Friday, January 19, 2024

Non-game media I enjoyed in 2023

I did more than play games in my free time last year. I also spent a lot of time reading books and watching movies.

In fact, I think I devoted more time to reading in 2023 than I did to playing games. The books -- and movies -- highlighted below were my favorites.

A Wrinkle in Time
I devoured books growing up, but Madeleine L'Engle's YA sci-fi classic somehow never made it onto my radar. Oh, well, better a few decades late than never, right? And, really, I still found it pretty special to experience as an adult. At its heart, A Wrinkle in Time is a good-versus-evil tale, but it feels anything but ordinary thanks to how masterfully L'Engle introduces and develops the story's setting and characters. To put in perspective how much I enjoyed A Wrinkle in Time, I quickly bought the rest of the books in the related "Time Quintet" series after finishing it, and I've already read three of them.

I fell in love with British author John Wyndham while reading another of his novels, The Day of the Triffids from 1951. Chocky isn't as dramatic as that apocalyptic classic, but it's just as compelling. I especially appreciated the subtlety of its story -- which is quite the accomplishment when you consider Chocky is about a 12-year-old boy who's imaginary friend is actually an extraterrestrial scout looking for planets to assist -- or colonize.

Delicious in Dungeon (Volume 1)
The manga every nerd is talking about now thanks to its just-released and much-heralded anime adaptation. I picked up this first volume partway through last year after numerous friends and acquaintances recommended it. It didn't disappoint. I especially appreciated its quirky cast and the strange creatures they discovered -- and ultimately devoured -- in the dungeon of this manga's title. My only complaint is that it left me desperately wanting to learn more about the ragtag group's underground exploits.

From Beyond
I've been drawn to horror movies since I was a kid. I didn't watch too many of them until I was quite a bit older, though. As such, I missed seeing most of the classics -- and not-so-classics -- that came out during my youth. A few years ago, I decided to play catch-up. This 1986 flick was one of the few I watched in 2023, but I think it would've stood out even if I'd managed more. The story is unique -- a pair of scientists build a device that lets them see and interact with deadly creatures from another dimension -- and the cast is surprisingly adept. Long story short, I'd watch From Beyond again, which is something I can't say of all the horror flicks I've watched recently. 

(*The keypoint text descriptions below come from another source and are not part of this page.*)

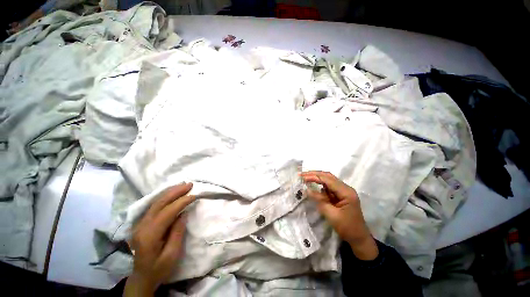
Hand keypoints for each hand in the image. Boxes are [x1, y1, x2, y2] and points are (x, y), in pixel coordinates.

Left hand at [124, 183, 195, 296]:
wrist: (142, 277)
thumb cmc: (159, 268)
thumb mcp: (172, 254)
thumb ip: (177, 232)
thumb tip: (184, 213)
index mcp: (149, 235)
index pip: (167, 212)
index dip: (182, 202)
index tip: (195, 195)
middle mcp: (142, 226)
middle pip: (159, 203)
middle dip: (175, 192)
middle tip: (190, 184)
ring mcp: (140, 224)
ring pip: (155, 202)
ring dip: (170, 192)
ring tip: (183, 185)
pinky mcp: (142, 223)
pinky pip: (154, 205)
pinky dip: (165, 197)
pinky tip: (172, 193)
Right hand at [301, 171, 377, 259]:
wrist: (359, 238)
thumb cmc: (347, 228)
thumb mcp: (331, 215)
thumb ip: (319, 200)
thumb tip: (307, 190)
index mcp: (346, 192)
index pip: (328, 180)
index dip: (314, 177)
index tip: (302, 178)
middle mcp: (346, 188)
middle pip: (328, 176)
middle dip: (314, 174)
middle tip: (302, 174)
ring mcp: (343, 191)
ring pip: (328, 180)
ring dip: (317, 178)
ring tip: (305, 178)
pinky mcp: (340, 195)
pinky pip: (329, 187)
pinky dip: (320, 185)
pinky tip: (313, 185)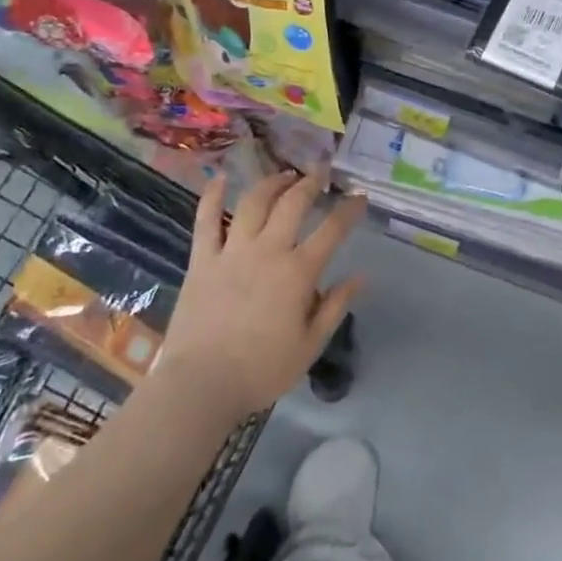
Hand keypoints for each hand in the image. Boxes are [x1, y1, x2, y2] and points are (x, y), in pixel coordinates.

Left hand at [162, 170, 365, 422]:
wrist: (200, 386)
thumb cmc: (261, 370)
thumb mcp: (310, 345)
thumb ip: (335, 306)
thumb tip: (360, 277)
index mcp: (298, 272)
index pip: (332, 230)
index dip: (349, 209)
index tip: (359, 197)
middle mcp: (268, 251)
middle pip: (293, 203)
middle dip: (310, 183)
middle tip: (320, 174)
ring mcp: (232, 251)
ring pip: (254, 202)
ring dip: (272, 182)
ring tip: (284, 175)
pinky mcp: (202, 260)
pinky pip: (206, 220)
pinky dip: (212, 196)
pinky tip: (219, 178)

This 1989 effort from Dan Simmons has been a real highlight of my multi-year endeavor to read some of the classic sci-fi novels that have heretofore avoided my radar. It reads like a futuristic reimagining of The Canterbury Tales, though Hyperion follows six pilgrims rather than 24. I likely would've found the cliffhanger ending disappointing had I not bought the follow-up as soon as the story clicked with me (spoiler: it didn't take long), but I did, so no complaints from me. On the contrary, Hyperion is now firmly ensconced on my list of books to reread ASAP.

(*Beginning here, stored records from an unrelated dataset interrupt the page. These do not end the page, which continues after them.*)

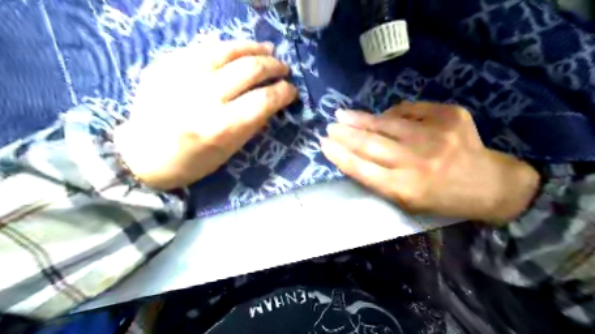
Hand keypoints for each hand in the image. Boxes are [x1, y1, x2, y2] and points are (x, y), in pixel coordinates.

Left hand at [113, 41, 296, 190]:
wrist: (142, 155)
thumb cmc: (191, 162)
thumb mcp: (229, 151)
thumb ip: (253, 124)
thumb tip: (272, 101)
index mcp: (219, 127)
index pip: (263, 100)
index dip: (283, 92)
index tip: (291, 90)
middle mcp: (201, 98)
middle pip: (248, 69)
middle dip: (273, 66)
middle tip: (283, 68)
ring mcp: (180, 76)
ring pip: (226, 50)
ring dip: (253, 48)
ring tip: (267, 50)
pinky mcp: (165, 64)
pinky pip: (203, 48)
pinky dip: (226, 47)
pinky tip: (237, 50)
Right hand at [323, 102, 541, 223]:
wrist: (490, 185)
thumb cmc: (442, 198)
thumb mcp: (407, 201)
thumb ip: (380, 179)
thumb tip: (357, 151)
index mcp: (405, 189)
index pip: (361, 169)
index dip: (339, 155)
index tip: (323, 144)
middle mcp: (417, 162)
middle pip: (370, 144)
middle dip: (345, 134)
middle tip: (330, 126)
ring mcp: (435, 136)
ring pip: (386, 123)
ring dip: (361, 119)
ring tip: (344, 114)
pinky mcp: (449, 116)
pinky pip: (409, 110)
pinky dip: (393, 113)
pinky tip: (383, 116)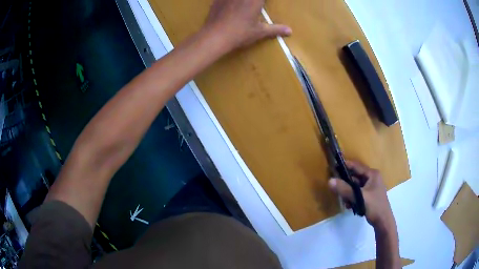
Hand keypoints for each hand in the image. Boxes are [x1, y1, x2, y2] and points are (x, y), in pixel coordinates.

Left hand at [204, 0, 291, 50]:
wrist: (215, 37)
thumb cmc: (240, 34)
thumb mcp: (260, 32)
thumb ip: (275, 29)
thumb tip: (290, 31)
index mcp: (255, 0)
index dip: (263, 0)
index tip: (263, 4)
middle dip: (256, 0)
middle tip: (256, 5)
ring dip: (244, 1)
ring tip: (243, 5)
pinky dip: (225, 0)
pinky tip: (228, 3)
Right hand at [328, 161, 395, 228]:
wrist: (383, 221)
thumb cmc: (374, 206)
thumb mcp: (359, 197)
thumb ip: (345, 189)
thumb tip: (330, 180)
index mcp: (372, 174)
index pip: (356, 166)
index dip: (345, 166)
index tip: (333, 167)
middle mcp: (372, 178)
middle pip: (355, 177)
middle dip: (346, 184)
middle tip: (337, 189)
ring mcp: (371, 187)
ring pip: (355, 186)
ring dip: (349, 193)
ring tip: (345, 202)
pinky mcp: (369, 195)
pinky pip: (357, 193)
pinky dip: (352, 198)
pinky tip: (350, 206)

Killer Klowns from Outer Space
Don't laugh (or jeer), but I didn't even know this 1988 film, now considered a cult classic, existed until I stumbled across it last fall. It didn't scare me or gross me out like I expected it to, but I got a kick out of it all the same. The titular "klowns" are equal parts creepy and goofy and elevate the rather ho-hum story to something surprisingly compelling. Honestly, I'll probably revisit Killer Klowns from Outer Space several times in the future thanks to the impressive practical effects alone.

Laid-Back Camp
(Volumes 8-13)
I read six volumes of Laid-Back Camp last year and loved each one. Truth be told, I often have a hard time telling these camping- and cooking-obsessed girls apart, aside from spirited Nadeshiko and serious Rin, but it doesn't cause me to enjoy their far-flung adventures any less. The way artist and writer Afro weaves together the girls' stories, their seemingly encyclopedic knowledge of both camping and cooking, and Japan's plethora of sheltering spots is as impressive as it is pleasing.

The Wind from Nowhere
I gained access to this J.G. Ballard novel when I bought a book that included it as well as one of the author's best-known works, The Drowned World. Of the two, I far preferred The Wind from Nowhere, which follows a trio of men who try their best to survive an unexplained global increase (five miles per hour per day) in wind speeds. It's not perfect, partially explaining why Ballard eventually disowned it, but it tells a unique apocalyptic story that keeps you solidly in its grasp until the very last page.